Instructions to follow: What you return must match every record word for word.

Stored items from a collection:
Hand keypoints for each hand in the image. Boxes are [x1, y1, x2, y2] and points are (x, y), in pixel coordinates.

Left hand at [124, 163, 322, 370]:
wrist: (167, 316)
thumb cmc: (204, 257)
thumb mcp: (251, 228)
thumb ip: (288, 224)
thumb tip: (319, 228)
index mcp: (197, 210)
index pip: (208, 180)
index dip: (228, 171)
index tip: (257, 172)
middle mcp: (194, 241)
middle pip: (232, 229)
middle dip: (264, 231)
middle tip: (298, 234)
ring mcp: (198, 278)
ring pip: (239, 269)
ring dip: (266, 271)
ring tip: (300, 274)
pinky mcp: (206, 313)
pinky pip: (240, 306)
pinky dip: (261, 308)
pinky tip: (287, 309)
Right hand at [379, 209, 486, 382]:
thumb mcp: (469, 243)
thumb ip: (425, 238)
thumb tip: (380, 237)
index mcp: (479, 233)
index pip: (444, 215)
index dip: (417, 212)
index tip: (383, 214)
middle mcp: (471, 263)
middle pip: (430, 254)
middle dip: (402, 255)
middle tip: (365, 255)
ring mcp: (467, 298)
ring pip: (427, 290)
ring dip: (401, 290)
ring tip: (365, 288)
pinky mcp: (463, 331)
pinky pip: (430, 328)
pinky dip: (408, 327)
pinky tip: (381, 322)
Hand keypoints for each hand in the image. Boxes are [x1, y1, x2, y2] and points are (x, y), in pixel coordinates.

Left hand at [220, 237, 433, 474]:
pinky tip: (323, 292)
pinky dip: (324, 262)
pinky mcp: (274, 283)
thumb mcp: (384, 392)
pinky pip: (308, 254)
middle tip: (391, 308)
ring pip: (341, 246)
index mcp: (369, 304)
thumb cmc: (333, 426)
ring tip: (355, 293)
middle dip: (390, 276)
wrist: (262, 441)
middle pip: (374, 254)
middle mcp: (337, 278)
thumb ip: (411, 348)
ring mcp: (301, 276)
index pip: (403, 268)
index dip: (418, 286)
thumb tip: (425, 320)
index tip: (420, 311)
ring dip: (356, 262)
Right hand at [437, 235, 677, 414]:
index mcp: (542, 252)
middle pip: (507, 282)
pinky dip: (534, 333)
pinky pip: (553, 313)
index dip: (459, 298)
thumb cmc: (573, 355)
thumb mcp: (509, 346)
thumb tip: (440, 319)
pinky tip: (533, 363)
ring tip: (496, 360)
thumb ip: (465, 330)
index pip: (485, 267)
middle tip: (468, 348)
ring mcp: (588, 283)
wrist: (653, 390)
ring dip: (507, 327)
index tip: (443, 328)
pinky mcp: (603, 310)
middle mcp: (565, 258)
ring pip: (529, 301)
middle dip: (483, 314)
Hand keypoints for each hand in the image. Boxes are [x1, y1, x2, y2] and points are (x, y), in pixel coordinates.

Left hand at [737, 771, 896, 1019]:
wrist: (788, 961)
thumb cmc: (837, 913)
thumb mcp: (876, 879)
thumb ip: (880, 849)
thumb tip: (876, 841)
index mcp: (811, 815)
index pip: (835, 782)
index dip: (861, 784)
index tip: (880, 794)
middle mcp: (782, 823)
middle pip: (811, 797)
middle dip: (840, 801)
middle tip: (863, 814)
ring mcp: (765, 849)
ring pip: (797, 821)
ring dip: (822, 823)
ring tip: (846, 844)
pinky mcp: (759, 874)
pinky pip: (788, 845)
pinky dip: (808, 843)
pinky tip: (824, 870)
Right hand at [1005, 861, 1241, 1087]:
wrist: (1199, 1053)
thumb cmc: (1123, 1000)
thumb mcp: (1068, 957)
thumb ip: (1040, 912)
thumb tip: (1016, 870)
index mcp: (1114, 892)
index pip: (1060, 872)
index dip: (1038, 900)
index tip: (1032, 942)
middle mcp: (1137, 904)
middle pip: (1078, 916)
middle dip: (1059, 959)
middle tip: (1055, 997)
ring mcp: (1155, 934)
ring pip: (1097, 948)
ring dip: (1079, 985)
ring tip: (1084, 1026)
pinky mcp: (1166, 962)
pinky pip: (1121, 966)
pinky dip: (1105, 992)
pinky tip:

Solution to this exercise:
Hand keypoints for each hand in the image. Boxes are [x1, y1, x2, y2] and points are (x, y), in pixel coordinates.

Left hand at [124, 163, 322, 370]:
wrist: (167, 316)
thumb cmc: (204, 257)
thumb mcp: (251, 228)
thumb ip: (288, 224)
thumb tip: (319, 228)
index mcp: (197, 210)
index pip: (208, 180)
index dip: (228, 171)
index tip: (257, 172)
middle mcp: (194, 241)
middle pip: (232, 229)
middle dip: (264, 231)
middle tip: (298, 234)
ring mcp: (198, 278)
ring pip: (239, 269)
ring dip: (266, 271)
ring tip: (300, 274)
pinky mcp: (206, 313)
pinky pip: (240, 306)
pinky dip: (261, 308)
pinky tip: (287, 309)
Right hand at [379, 209, 486, 382]:
thumb mcp: (469, 243)
thumb ip: (425, 238)
thumb tip: (380, 237)
index mcp: (479, 233)
index pip: (444, 215)
index dip: (417, 212)
index tip: (383, 214)
middle mcp: (471, 263)
middle pip: (430, 254)
middle dip: (402, 255)
middle tip: (365, 255)
ring mcp: (467, 298)
ring pip: (427, 290)
ring dip: (401, 290)
ring tip: (365, 288)
pinky mcp: (463, 331)
pinky pip: (430, 328)
pinky dip: (408, 327)
pinky tip: (381, 322)
Hand keypoints for each hand in the image. Boxes are [x1, y1, x2, y2] and points are (x, y), in pixel coordinates.

Left hand at [220, 237, 433, 474]:
pinky tip: (323, 292)
pinky dip: (324, 262)
pinky mcp: (274, 283)
thumb mcp: (384, 392)
pinky pip: (308, 254)
middle tip: (391, 308)
ring pip: (341, 246)
index mcp: (369, 304)
thumb cmc: (333, 426)
ring tip: (355, 293)
middle dip: (390, 276)
wrist: (262, 441)
middle pip: (374, 254)
middle mcp: (337, 278)
thumb ip: (411, 348)
ring mcp: (301, 276)
index pip: (403, 268)
index dip: (418, 286)
thumb tip: (425, 320)
index tip: (420, 311)
ring dip: (356, 262)
Right hand at [437, 235, 677, 414]:
index mcp: (542, 252)
middle pip: (507, 282)
pinky dip: (534, 333)
pinky pip: (553, 313)
index dip: (459, 298)
thumb cmc: (573, 355)
thumb mcp: (509, 346)
thumb tip: (440, 319)
pinky tip: (533, 363)
ring tip: (496, 360)
thumb ip: (465, 330)
index pip: (485, 267)
middle tip: (468, 348)
ring mcp: (588, 283)
wrist: (653, 390)
ring dip: (507, 327)
index tip: (443, 328)
pinky mcp: (603, 310)
middle mcp: (565, 258)
ring pip: (529, 301)
middle dip: (483, 314)
Hand keypoints for each hand in the image. Boxes are [x1, y1, x2, y2] and points are (x, y), in pixel coordinates.

Left hand at [737, 771, 896, 1019]:
wrist: (788, 961)
thumb cmc: (837, 913)
thumb mcp: (876, 879)
thumb ip: (880, 849)
thumb tip: (876, 841)
index mcp: (811, 815)
index pip: (835, 782)
index dip: (861, 784)
index tip: (880, 794)
middle mcp: (782, 823)
middle pip: (811, 797)
middle dip: (840, 801)
middle tip: (863, 814)
ring mcp: (765, 849)
ring pip: (797, 821)
ring dip: (822, 823)
ring tip: (846, 844)
pinky mcp: (759, 874)
pinky pip: (788, 845)
pinky dip: (808, 843)
pinky tip: (824, 870)
Right hand at [1005, 861, 1241, 1087]:
wrist: (1199, 1053)
thumb cmc: (1123, 1000)
thumb mcp: (1068, 957)
thumb ip: (1040, 912)
thumb tip: (1016, 870)
index mcp: (1114, 892)
index pip: (1060, 872)
index dip: (1038, 900)
index tip: (1032, 942)
middle mcp: (1137, 904)
middle pip: (1078, 916)
middle dip: (1059, 959)
middle tip: (1055, 997)
ring mcp: (1155, 934)
ring pip: (1097, 948)
ring dip: (1079, 985)
ring tip: (1084, 1026)
pinky mcp: (1166, 962)
pinky pip: (1121, 966)
pinky dip: (1105, 992)
pinky tip:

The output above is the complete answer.